The majority opinion relied on feudal law regarding citizenship in a monarchy, rather than the Roman law pertaining to a republic -- the illogic of which should be immediately apparent to American history buffs, who will recall an incident in our nation's history known as "the American Revolution."
Citizenship in a monarchy was all about geography -- as it is in countries bristling with lords and vassals, which should not be confused with this country. Thus, under the majority's logic in Wong Kim Ark, children born to American parents traveling in England would not be American citizens, but British subjects.
As ridiculous as it was to grant citizenship to the children born to legal immigrants under the 14th Amendment (which was about what again? That's right: slaves freed by the Civil War), that's a whole order of business different from allowing illegal aliens to sneak across the border, drop a baby and say, Ha-ha! You didn't catch me! My kid's a citizen -- while Americans curse impotently under their breath.
As the Supreme Court said in Elk: "[N]o one can become a citizen of a nation without its consent."
The anchor baby scam was invented 30 years ago by a liberal zealot, Justice William Brennan, who slipped a footnote into a 1982 Supreme Court opinion announcing that the kids born to illegals on U.S. soil are citizens. Fox News is treating Brennan's crayon scratchings on the Constitution as part of our precious national inheritance.

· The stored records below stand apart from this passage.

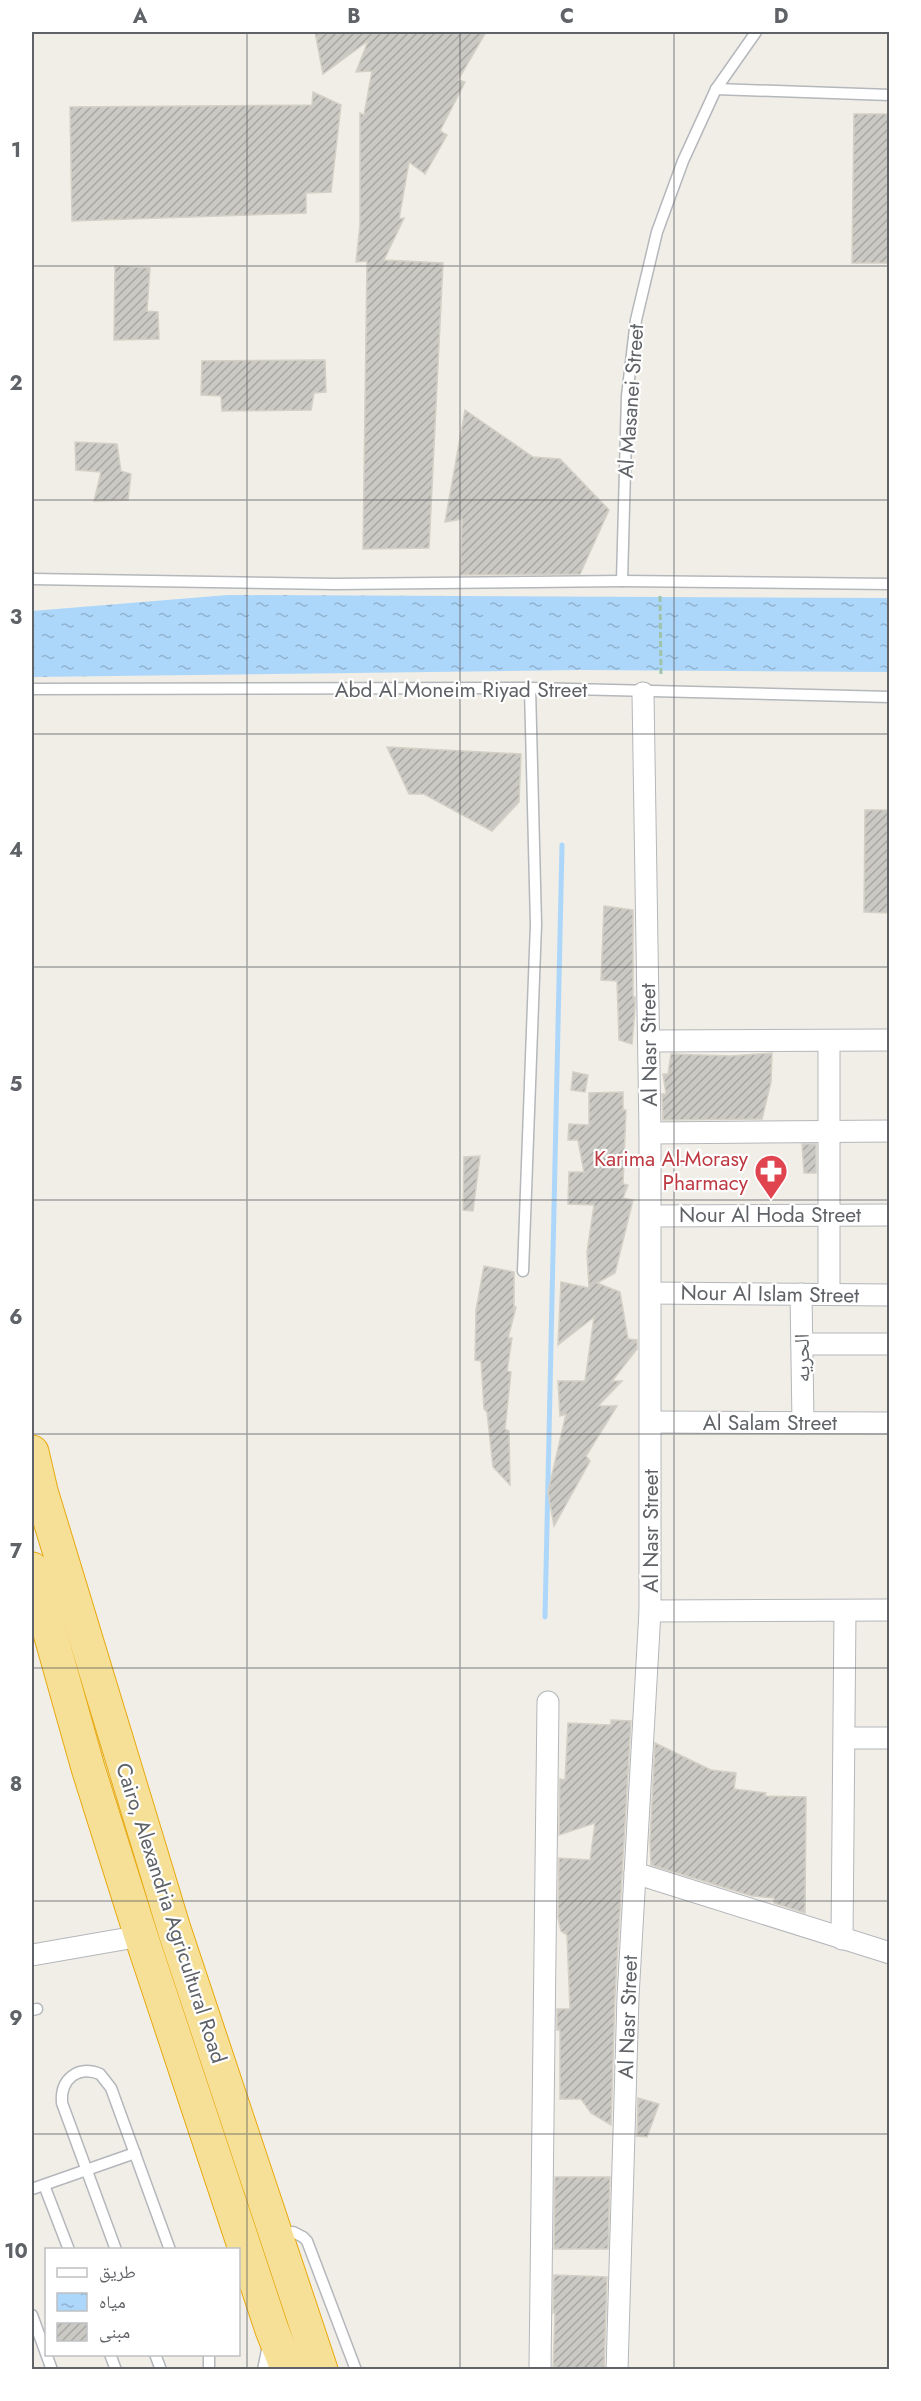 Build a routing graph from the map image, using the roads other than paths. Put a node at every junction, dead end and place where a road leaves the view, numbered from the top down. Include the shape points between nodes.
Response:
1 (756, 32) edge
2 (716, 89) junction
3 (890, 95) edge
4 (32, 579) edge
5 (622, 581) junction
6 (890, 584) edge
7 (530, 688) junction
8 (32, 689) edge
9 (652, 693) junction
10 (890, 697) edge
11 (890, 1040) edge
12 (649, 1041) junction
13 (828, 1041) junction
14 (890, 1131) edge
15 (829, 1132) junction
16 (650, 1133) junction
17 (829, 1215) junction
18 (890, 1215) edge
19 (651, 1216) junction
20 (523, 1271) dead end
21 (651, 1293) junction
22 (801, 1294) junction
23 (829, 1294) junction
24 (890, 1295) edge
25 (802, 1344) junction
26 (890, 1344) edge
27 (651, 1422) junction
28 (804, 1423) junction
29 (890, 1423) edge
30 (32, 1452) edge
31 (32, 1569) edge
32 (890, 1610) edge
33 (650, 1611) junction
34 (845, 1611) junction
35 (548, 1702) dead end
36 (845, 1738) junction
37 (890, 1738) edge
38 (635, 1873) junction
39 (141, 1936) junction
40 (842, 1939) junction
41 (890, 1953) edge
42 (32, 1955) edge
43 (135, 2153) junction
44 (86, 2170) junction
45 (44, 2184) junction
46 (32, 2189) edge
47 (276, 2238) junction
48 (68, 2248) edge
49 (115, 2248) edge
50 (169, 2248) edge
51 (32, 2315) edge
52 (272, 2330) junction
53 (45, 2351) edge
54 (110, 2356) edge
55 (155, 2356) edge
56 (116, 2370) edge
57 (161, 2370) edge
58 (263, 2370) edge
59 (288, 2370) edge
60 (321, 2370) edge
61 (356, 2370) edge
62 (540, 2370) edge
63 (617, 2370) edge

1 - 2 lane, Al Masanei Street
2 - 3 lane
2 - 5 lane, Al Masanei Street via 683,161 657,232 636,320 627,396
4 - 5 lane via 335,584
5 - 6 lane
7 - 8 lane, Abd Al Moneim Riyad Street
7 - 9 lane, Abd Al Moneim Riyad Street
7 - 20 lane via 536,924
9 - 10 lane, Abd Al Moneim Riyad Street
9 - 12 street, Al Nasr Street
11 - 13 street
12 - 13 street
12 - 16 street, Al Nasr Street
13 - 15 street
14 - 15 street
15 - 16 street
15 - 17 street
16 - 19 street, Al Nasr Street
17 - 18 street, Nour Al Hoda Street
17 - 19 street, Nour Al Hoda Street
17 - 23 street
19 - 21 street, Al Nasr Street
21 - 22 street, Nour Al Islam Street
21 - 27 street, Al Nasr Street
22 - 23 street, Nour Al Islam Street
22 - 25 street, الحريه
23 - 24 street, Nour Al Islam Street
25 - 26 street
25 - 28 street, الحريه
27 - 28 street, Al Salam Street
27 - 33 street, Al Nasr Street
28 - 29 street, Al Salam Street
30 - 47 highway, Cairo, Alexandria Agricultural Road via 174,1929
31 - 39 highway, Cairo, Alexandria Agricultural Road
32 - 34 street
33 - 34 street
33 - 38 street, Al Nasr Street
34 - 36 street
35 - 62 street
36 - 37 street
36 - 40 street
38 - 40 street
38 - 63 street, Al Nasr Street via 627,2009
39 - 42 street
39 - 52 highway, Cairo, Alexandria Agricultural Road
40 - 41 street
43 - 44 lane
43 - 44 lane via 106,2080 92,2071 75,2073 63,2086 62,2103
43 - 50 lane
44 - 45 lane
44 - 49 lane
45 - 46 lane
45 - 48 lane
47 - 60 highway, Cairo, Alexandria Agricultural Road
47 - 61 lane via 293,2232 307,2241
51 - 53 lane
52 - 58 lane
52 - 59 highway, Cairo, Alexandria Agricultural Road
54 - 56 lane
55 - 57 lane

Judge Richard Posner of the 7th Circuit Court of Appeals is America's most-cited federal judge -- and, by the way, no friend to conservatives. In 2003, he wrote a concurrence simply in order to demand that Congress pass a law to stop "awarding citizenship to everyone born in the United States."
The purpose of the 14th Amendment, he said, was "to grant citizenship to the recently freed slaves,"
adding that "Congress would not be flouting the Constitution" if it passed a law "to put an end to the nonsense."
In a statement so sane that Posner is NEVER going to be invited on Fox News, he wrote: "We should not be encouraging foreigners to come to the United States solely to enable them to confer U.S. citizenship on their future children. But the way to stop that abuse of hospitality is to remove the incentive by changing the rule on citizenship."
Forget the intricate jurisprudential dispute between Fox News blowhards and the most-cited federal judge. How about basic common sense? Citizenship in our nation is not a game of Red Rover with the Border Patrol! The Constitution does not say otherwise.
Our history and our Constitution are being perverted for the sole purpose of dumping immigrants on the country to take American jobs. So far, only Donald Trump is defending black history on the issue of the 14th Amendment. Fox News is using black people as a false flag to keep cheap Third World labor flowing.